[THE TASK] Within the material below, locate the line with "index pip: (898, 778)" and the line with "pinky pip: (820, 798)", then return those two lines and all lines between them, exactly as written.

[DATA SUPPLIED]

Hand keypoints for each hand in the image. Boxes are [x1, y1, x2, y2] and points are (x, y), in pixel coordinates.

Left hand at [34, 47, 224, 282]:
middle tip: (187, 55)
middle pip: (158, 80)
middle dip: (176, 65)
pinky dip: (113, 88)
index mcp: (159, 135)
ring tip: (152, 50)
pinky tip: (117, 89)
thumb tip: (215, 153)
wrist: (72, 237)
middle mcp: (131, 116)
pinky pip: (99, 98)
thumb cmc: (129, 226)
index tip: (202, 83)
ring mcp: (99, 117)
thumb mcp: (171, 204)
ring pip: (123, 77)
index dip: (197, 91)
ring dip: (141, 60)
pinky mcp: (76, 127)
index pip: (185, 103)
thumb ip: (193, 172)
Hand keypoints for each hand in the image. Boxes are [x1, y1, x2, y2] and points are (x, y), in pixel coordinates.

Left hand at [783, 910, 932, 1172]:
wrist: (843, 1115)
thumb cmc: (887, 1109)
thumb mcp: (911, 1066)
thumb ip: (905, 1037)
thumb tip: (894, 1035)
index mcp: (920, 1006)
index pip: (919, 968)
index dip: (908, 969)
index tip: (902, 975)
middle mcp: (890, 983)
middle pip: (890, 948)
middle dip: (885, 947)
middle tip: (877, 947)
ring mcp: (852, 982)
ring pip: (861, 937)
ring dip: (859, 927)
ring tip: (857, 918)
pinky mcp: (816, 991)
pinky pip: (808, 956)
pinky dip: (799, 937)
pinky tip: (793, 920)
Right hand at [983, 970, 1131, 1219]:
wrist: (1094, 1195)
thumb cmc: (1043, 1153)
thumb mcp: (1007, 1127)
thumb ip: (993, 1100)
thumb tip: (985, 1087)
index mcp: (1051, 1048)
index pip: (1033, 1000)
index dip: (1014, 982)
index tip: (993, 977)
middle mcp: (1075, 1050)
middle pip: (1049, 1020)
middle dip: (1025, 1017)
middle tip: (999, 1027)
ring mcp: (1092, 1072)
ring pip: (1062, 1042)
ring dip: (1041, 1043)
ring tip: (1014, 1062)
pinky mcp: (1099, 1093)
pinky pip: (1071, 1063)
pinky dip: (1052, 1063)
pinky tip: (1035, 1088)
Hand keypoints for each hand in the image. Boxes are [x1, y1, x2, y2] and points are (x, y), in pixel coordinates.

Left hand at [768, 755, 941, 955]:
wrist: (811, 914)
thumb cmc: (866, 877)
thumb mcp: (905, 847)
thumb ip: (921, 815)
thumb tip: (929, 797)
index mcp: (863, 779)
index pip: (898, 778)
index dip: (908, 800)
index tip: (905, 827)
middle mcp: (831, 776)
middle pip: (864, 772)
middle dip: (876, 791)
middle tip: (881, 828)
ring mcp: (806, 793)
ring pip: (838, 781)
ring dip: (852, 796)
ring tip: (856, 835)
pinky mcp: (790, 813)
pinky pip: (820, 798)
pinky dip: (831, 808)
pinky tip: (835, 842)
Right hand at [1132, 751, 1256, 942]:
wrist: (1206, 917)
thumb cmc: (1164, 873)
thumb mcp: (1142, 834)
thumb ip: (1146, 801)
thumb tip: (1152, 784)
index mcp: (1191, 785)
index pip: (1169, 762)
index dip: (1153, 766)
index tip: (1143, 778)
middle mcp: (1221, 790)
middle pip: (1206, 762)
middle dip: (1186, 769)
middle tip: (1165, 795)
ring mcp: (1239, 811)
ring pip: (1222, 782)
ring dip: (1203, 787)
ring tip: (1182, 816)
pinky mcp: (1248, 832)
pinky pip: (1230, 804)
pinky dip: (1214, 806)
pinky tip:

[RESULT OF THIS TASK]
index pip: (898, 778)
index dip: (908, 800)
index tip: (905, 827)
middle mcp: (831, 776)
middle pip: (864, 772)
middle dip: (876, 791)
middle tip: (881, 828)
ring mcp: (806, 793)
ring pip: (838, 781)
ring dip: (852, 796)
ring tip: (856, 835)
pinky mcp: (790, 813)
pinky pip: (820, 798)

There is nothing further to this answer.